■ AIM OF THE EXERCISE
Every line of the records that holds the word "fillText" should be copied out.

■ DATA SHOWN

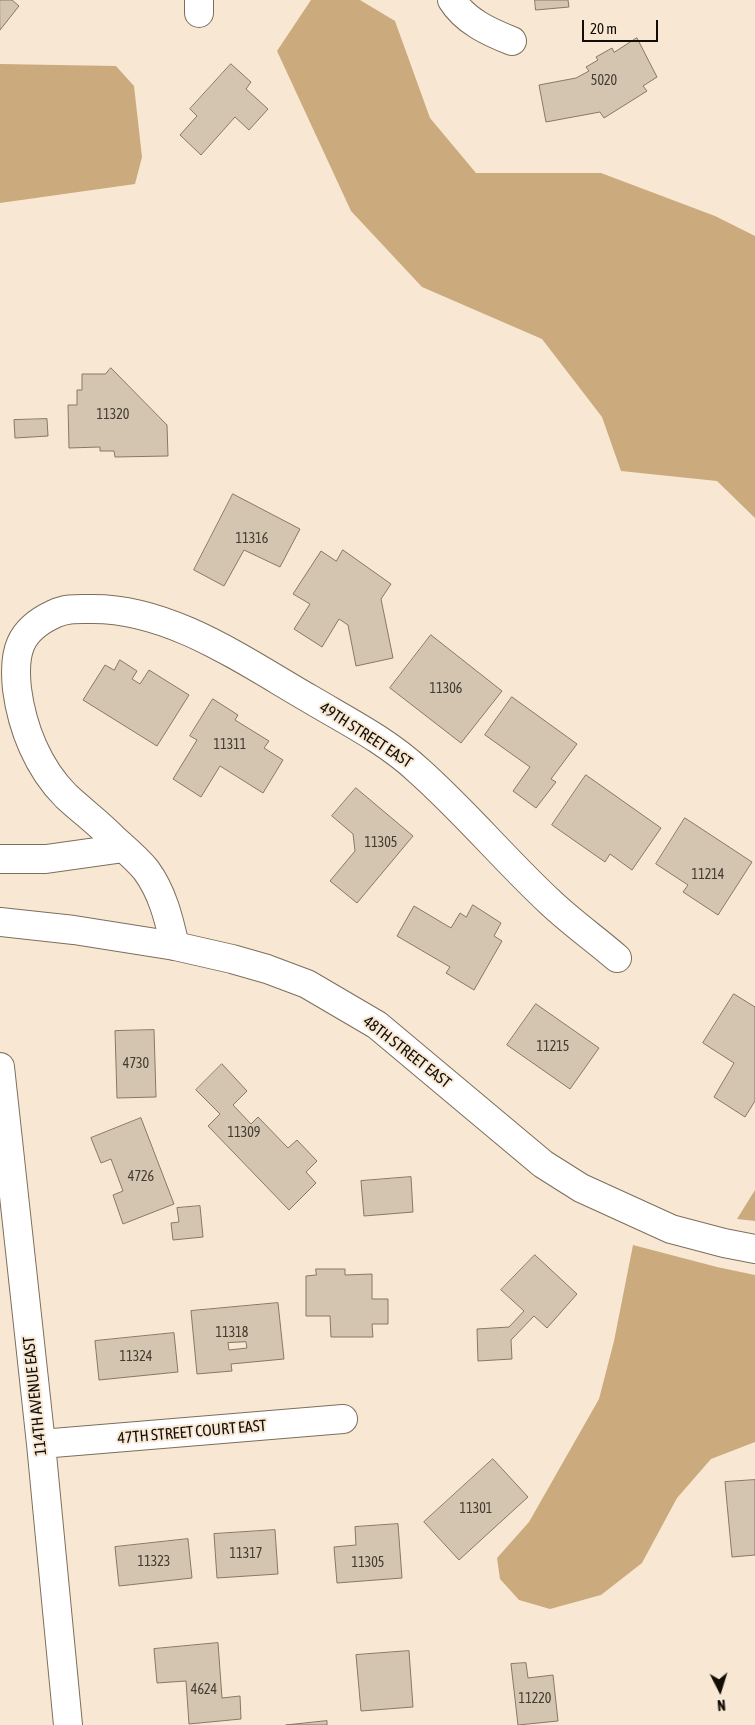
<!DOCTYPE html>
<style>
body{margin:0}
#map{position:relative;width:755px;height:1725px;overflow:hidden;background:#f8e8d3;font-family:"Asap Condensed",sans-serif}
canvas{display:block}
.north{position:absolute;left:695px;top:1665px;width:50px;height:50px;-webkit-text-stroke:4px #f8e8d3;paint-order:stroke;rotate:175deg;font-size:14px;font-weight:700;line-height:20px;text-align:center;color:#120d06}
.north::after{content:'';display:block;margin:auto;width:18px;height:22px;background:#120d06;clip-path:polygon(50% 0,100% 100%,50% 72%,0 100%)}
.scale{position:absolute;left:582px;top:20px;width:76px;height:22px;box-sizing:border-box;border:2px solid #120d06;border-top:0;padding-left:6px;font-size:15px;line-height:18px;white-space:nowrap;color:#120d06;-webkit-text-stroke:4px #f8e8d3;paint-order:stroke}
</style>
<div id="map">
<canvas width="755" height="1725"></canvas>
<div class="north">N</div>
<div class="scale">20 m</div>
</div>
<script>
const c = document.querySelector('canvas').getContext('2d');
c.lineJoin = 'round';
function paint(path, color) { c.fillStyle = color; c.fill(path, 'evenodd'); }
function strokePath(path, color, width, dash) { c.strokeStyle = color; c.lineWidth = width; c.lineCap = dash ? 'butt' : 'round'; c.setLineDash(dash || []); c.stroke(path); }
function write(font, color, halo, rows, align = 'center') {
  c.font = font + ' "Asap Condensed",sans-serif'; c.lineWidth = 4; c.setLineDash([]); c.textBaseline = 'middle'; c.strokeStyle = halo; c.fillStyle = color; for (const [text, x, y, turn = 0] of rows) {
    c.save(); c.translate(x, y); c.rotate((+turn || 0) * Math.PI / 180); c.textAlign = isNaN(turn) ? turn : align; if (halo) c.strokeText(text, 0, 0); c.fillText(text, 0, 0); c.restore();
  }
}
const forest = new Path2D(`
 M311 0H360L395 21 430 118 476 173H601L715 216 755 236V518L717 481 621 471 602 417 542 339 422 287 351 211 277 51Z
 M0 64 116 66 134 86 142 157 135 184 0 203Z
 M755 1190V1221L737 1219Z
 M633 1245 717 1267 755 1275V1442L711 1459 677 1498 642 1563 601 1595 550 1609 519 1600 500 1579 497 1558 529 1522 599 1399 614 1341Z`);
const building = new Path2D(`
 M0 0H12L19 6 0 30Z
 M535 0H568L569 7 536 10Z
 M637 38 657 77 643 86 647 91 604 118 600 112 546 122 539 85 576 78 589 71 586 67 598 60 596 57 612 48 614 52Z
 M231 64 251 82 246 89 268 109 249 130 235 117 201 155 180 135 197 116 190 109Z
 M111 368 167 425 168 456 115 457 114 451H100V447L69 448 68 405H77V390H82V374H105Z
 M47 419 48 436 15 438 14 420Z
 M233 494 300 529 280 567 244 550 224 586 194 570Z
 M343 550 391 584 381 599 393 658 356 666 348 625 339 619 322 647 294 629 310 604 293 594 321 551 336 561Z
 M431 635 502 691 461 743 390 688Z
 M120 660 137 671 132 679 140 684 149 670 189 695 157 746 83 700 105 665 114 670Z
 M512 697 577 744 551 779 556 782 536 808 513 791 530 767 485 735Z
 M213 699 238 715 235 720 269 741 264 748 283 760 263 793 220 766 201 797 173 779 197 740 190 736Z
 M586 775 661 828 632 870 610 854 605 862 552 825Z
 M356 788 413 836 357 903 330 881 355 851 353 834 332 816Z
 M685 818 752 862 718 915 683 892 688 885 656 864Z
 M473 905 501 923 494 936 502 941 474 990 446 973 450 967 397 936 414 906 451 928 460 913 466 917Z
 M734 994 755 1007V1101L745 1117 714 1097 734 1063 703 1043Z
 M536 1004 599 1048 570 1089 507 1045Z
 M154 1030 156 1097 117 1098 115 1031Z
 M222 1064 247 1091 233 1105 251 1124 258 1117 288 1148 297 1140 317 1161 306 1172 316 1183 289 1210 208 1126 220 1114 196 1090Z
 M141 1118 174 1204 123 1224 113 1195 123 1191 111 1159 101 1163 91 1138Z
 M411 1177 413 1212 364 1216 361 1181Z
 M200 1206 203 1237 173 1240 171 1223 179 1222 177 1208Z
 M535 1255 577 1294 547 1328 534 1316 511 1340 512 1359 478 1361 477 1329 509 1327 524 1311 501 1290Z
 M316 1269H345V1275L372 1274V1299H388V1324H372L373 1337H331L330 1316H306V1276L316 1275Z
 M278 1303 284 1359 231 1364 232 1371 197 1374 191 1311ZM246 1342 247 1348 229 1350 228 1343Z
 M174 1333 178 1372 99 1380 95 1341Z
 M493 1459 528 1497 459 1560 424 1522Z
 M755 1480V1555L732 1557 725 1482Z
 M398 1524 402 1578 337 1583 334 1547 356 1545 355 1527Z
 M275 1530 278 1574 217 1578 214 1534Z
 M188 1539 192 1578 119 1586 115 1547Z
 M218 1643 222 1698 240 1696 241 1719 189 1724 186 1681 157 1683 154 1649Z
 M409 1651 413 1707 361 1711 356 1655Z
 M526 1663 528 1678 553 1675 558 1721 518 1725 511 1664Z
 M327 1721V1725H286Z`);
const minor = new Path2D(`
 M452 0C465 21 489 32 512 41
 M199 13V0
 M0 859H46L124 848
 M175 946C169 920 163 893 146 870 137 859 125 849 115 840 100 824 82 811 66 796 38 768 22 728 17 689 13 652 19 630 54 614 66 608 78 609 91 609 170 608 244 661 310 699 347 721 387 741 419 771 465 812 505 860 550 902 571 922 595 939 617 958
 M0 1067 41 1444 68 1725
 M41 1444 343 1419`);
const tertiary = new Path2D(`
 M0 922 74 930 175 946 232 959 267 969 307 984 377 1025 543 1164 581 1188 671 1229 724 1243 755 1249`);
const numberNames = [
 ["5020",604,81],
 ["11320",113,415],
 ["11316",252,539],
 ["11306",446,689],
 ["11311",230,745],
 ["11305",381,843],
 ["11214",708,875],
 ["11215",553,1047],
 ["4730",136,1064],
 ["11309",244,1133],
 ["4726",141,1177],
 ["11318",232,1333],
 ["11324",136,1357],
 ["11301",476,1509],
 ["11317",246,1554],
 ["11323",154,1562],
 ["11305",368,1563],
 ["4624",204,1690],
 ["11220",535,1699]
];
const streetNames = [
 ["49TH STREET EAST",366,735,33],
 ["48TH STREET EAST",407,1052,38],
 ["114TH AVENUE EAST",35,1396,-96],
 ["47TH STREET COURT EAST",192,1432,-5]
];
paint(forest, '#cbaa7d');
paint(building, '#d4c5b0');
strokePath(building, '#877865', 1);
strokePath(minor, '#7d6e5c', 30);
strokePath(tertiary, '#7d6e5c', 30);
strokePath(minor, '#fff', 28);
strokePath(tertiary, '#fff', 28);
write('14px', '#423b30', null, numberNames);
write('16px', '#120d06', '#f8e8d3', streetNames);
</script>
...
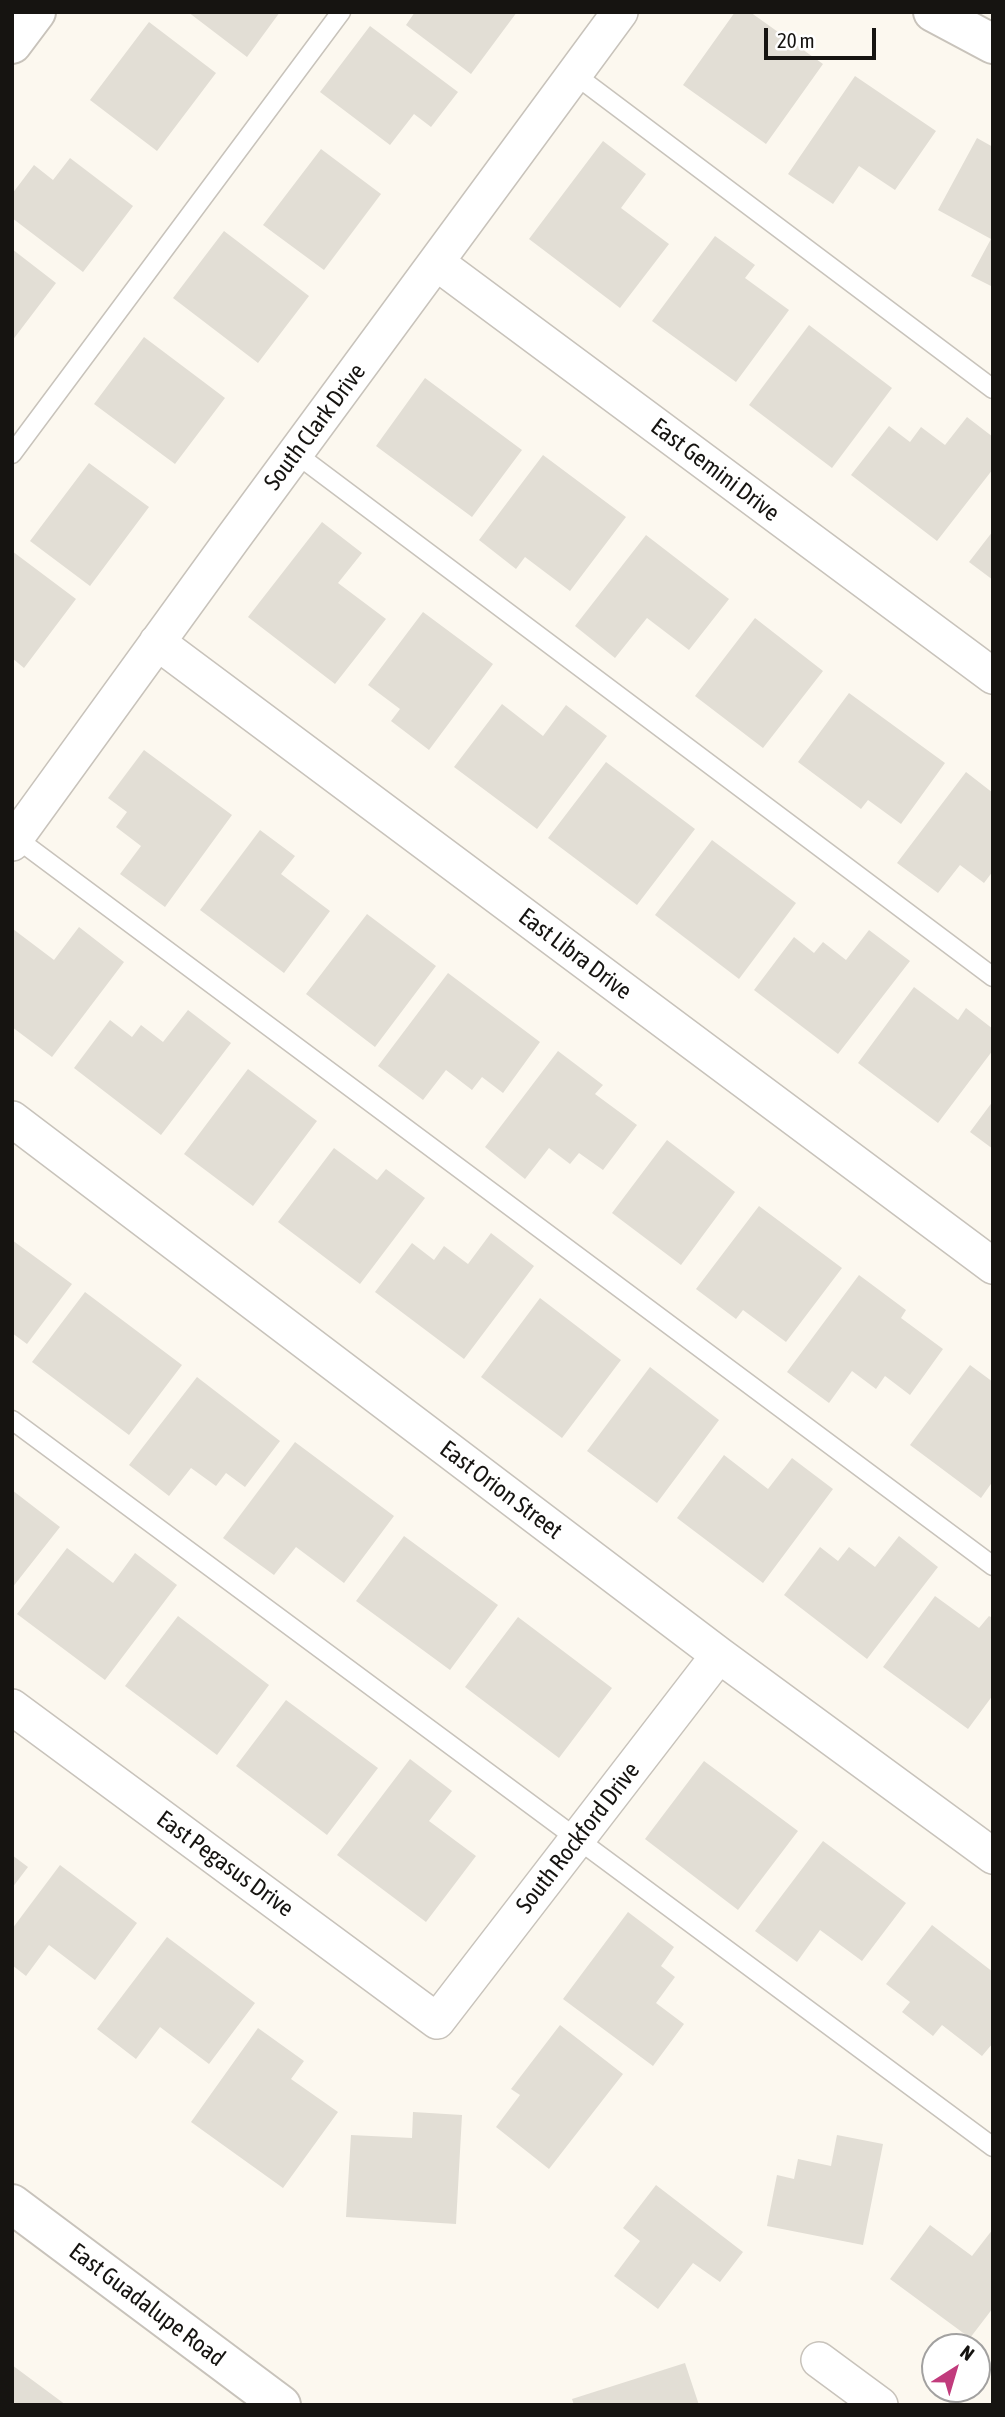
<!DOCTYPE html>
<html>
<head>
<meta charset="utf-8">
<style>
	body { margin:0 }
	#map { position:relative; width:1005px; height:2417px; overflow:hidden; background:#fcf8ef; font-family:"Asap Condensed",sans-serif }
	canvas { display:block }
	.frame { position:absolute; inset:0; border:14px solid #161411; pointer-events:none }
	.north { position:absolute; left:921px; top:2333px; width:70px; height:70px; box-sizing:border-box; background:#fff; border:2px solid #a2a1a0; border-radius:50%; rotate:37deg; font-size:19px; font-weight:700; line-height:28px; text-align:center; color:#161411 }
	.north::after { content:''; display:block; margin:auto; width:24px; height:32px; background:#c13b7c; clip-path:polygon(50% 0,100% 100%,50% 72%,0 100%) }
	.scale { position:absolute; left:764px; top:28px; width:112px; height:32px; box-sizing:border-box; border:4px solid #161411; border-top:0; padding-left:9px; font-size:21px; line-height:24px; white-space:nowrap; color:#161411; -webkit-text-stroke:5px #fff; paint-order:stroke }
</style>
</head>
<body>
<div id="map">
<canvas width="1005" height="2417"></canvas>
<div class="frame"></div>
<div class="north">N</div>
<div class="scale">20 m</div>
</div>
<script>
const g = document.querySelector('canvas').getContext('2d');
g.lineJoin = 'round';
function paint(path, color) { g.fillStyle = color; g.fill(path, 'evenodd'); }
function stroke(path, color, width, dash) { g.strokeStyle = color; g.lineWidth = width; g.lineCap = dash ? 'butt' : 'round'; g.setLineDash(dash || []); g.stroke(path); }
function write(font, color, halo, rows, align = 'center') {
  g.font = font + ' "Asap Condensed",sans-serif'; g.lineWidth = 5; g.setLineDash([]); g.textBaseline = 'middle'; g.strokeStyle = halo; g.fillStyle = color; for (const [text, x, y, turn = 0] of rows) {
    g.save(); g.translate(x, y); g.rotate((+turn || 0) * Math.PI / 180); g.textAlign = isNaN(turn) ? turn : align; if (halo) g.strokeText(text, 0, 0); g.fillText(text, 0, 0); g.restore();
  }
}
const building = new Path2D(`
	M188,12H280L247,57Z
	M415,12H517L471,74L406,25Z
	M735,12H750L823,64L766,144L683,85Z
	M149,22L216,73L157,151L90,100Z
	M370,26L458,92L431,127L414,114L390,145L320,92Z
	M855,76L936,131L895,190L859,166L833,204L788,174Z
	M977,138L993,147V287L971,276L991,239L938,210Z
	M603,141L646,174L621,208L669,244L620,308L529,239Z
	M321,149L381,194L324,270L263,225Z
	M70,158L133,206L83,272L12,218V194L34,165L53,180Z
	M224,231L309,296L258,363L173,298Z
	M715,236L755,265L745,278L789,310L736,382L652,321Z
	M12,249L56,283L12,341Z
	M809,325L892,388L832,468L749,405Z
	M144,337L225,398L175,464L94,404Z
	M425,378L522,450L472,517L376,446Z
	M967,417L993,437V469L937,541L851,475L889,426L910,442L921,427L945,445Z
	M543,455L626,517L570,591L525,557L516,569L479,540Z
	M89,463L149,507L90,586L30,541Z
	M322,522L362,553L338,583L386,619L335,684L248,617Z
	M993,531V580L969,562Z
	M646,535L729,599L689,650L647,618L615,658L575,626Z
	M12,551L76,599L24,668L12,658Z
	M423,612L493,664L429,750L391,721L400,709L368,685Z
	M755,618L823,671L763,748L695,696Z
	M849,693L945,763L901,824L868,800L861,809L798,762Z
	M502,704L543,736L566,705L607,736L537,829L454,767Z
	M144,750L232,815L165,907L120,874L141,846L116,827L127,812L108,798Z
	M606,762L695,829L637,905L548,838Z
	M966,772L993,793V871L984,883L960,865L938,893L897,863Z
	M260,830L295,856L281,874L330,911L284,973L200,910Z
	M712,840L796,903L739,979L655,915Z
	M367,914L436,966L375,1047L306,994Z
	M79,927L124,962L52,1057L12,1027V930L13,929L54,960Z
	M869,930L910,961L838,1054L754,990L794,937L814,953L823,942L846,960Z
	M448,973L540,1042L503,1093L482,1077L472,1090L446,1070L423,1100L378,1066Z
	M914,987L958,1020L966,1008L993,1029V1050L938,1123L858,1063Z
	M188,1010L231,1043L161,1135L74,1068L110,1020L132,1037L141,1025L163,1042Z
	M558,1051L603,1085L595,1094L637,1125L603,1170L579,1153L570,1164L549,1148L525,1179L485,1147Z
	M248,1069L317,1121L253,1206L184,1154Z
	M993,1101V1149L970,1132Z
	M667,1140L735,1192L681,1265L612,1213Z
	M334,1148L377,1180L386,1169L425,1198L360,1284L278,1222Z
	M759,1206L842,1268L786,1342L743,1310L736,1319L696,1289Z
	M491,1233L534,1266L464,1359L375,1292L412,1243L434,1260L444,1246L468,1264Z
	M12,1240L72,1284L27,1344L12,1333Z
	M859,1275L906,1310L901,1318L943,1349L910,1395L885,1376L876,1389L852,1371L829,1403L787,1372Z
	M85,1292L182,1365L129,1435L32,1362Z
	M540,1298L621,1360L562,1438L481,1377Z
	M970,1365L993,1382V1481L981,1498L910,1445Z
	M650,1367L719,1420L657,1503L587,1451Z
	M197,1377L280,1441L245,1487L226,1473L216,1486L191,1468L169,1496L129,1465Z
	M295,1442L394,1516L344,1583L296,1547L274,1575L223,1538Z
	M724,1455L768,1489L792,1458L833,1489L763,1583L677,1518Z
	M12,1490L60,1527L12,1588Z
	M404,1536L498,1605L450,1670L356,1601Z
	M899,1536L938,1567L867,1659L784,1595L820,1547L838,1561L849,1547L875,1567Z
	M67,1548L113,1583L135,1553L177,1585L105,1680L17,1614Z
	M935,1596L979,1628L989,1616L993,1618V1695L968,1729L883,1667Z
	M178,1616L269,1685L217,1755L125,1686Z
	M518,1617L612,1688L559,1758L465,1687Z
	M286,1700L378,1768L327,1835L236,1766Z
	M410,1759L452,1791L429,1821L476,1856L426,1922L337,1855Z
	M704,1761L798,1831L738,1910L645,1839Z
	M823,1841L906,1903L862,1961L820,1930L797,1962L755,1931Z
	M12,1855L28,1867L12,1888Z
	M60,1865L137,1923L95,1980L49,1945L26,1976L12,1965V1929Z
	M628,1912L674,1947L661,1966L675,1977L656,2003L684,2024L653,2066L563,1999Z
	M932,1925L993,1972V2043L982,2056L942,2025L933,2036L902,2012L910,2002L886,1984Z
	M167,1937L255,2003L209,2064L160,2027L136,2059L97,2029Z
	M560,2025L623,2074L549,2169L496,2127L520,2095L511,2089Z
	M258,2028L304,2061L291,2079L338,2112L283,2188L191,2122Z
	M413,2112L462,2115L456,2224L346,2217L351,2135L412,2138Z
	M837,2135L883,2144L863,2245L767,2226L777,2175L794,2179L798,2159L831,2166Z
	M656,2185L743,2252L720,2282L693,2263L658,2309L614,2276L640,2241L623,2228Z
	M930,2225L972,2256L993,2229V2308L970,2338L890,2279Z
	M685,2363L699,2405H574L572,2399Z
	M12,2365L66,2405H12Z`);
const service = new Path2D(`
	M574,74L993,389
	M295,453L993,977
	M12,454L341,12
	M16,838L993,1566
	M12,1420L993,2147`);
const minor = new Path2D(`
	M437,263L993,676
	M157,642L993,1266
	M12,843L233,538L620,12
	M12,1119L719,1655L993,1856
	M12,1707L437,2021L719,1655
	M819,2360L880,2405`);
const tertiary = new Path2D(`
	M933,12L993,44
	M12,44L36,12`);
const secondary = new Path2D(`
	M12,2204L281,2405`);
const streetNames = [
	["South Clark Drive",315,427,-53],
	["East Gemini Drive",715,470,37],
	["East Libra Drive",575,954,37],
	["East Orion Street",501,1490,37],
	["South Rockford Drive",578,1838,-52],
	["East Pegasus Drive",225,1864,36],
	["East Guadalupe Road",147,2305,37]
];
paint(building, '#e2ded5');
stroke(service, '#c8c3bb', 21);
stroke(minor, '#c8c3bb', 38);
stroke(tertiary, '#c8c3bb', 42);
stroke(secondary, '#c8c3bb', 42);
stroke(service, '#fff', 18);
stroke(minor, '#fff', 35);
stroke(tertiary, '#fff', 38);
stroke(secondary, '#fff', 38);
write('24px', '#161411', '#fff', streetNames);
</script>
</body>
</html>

■ RESPONSE BELOW
    c.save(); c.translate(x, y); c.rotate((+turn || 0) * Math.PI / 180); c.textAlign = isNaN(turn) ? turn : align; if (halo) c.strokeText(text, 0, 0); c.fillText(text, 0, 0); c.restore();
    g.save(); g.translate(x, y); g.rotate((+turn || 0) * Math.PI / 180); g.textAlign = isNaN(turn) ? turn : align; if (halo) g.strokeText(text, 0, 0); g.fillText(text, 0, 0); g.restore();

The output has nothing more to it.